> _What the task requires_
Word for word and without images, reproduce the listing that follows.

[[ Available data, beginning ]]

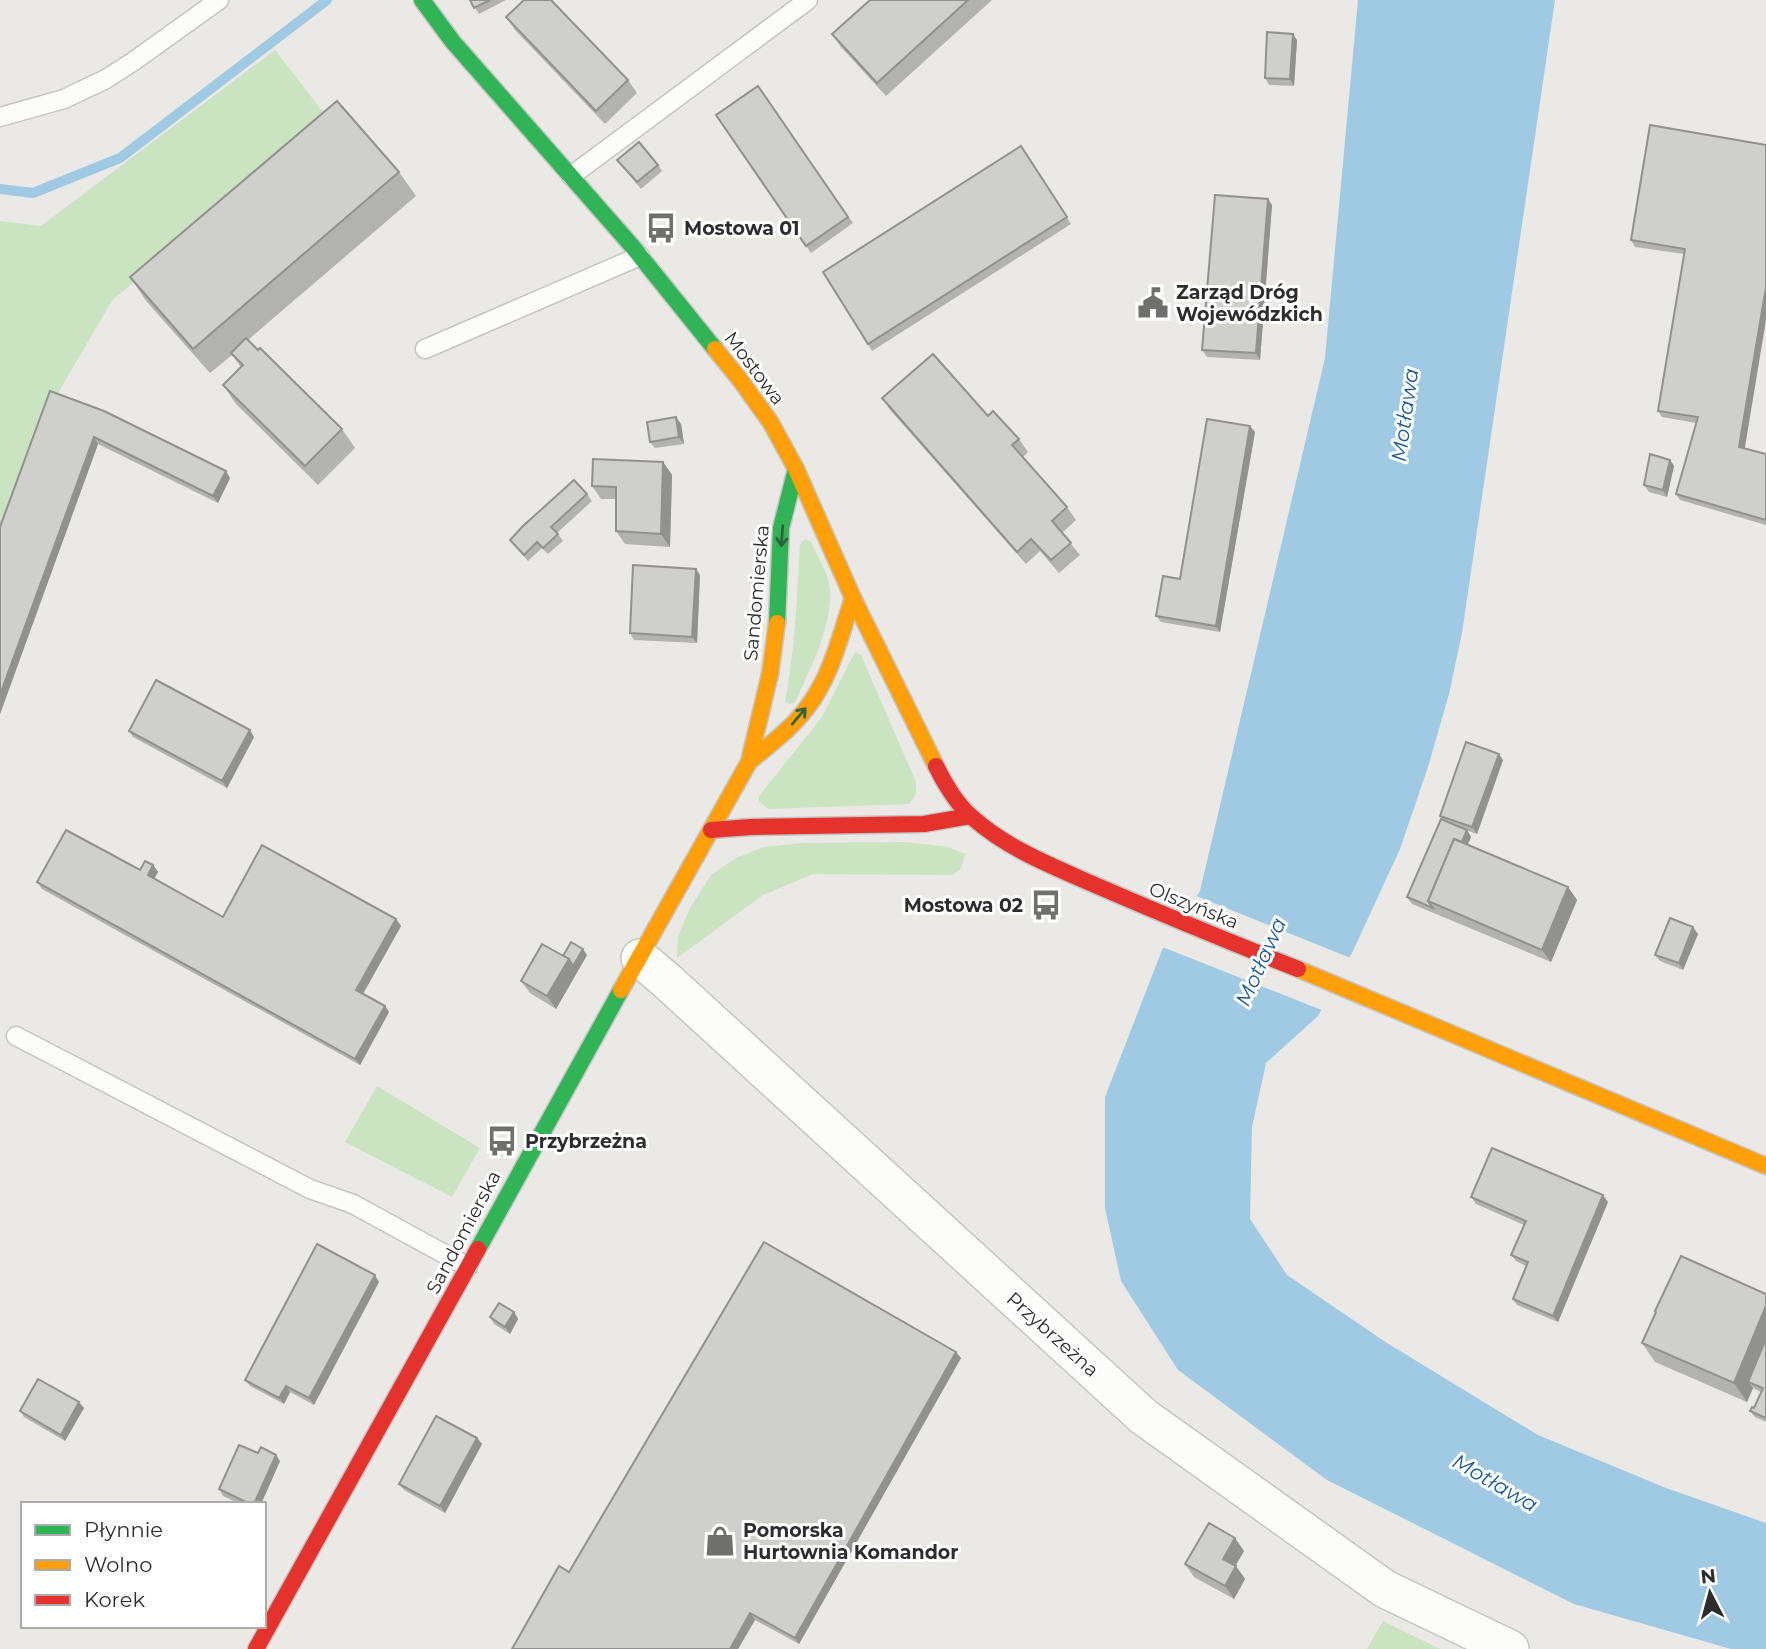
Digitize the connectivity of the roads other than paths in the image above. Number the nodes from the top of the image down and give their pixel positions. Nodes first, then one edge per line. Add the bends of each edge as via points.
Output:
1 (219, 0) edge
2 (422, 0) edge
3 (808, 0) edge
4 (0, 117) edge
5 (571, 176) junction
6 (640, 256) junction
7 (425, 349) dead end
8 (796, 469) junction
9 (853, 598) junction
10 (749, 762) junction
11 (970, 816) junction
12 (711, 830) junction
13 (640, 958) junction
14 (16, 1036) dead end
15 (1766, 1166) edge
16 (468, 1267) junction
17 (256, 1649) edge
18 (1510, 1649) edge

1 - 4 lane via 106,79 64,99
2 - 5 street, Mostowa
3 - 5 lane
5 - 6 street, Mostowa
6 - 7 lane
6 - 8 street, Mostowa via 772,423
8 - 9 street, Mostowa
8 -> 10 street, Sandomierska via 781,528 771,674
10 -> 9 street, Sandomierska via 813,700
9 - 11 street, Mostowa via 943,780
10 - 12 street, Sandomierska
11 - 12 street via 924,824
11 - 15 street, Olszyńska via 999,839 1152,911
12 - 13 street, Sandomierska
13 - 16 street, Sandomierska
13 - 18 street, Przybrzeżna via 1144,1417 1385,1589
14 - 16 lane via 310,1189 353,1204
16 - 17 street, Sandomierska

[[ Available data, end ]]

> _Written response_
Digitize the connectivity of the roads other than paths in the image above. Number the nodes from the top of the image down and give their pixel positions. Nodes first, then one edge per line. Add the bends of each edge as via points.
Output:
1 (219, 0) edge
2 (422, 0) edge
3 (808, 0) edge
4 (0, 117) edge
5 (571, 176) junction
6 (640, 256) junction
7 (425, 349) dead end
8 (796, 469) junction
9 (853, 598) junction
10 (749, 762) junction
11 (970, 816) junction
12 (711, 830) junction
13 (640, 958) junction
14 (16, 1036) dead end
15 (1766, 1166) edge
16 (468, 1267) junction
17 (256, 1649) edge
18 (1510, 1649) edge

1 - 4 lane via 106,79 64,99
2 - 5 street, Mostowa
3 - 5 lane
5 - 6 street, Mostowa
6 - 7 lane
6 - 8 street, Mostowa via 772,423
8 - 9 street, Mostowa
8 -> 10 street, Sandomierska via 781,528 771,674
10 -> 9 street, Sandomierska via 813,700
9 - 11 street, Mostowa via 943,780
10 - 12 street, Sandomierska
11 - 12 street via 924,824
11 - 15 street, Olszyńska via 999,839 1152,911
12 - 13 street, Sandomierska
13 - 16 street, Sandomierska
13 - 18 street, Przybrzeżna via 1144,1417 1385,1589
14 - 16 lane via 310,1189 353,1204
16 - 17 street, Sandomierska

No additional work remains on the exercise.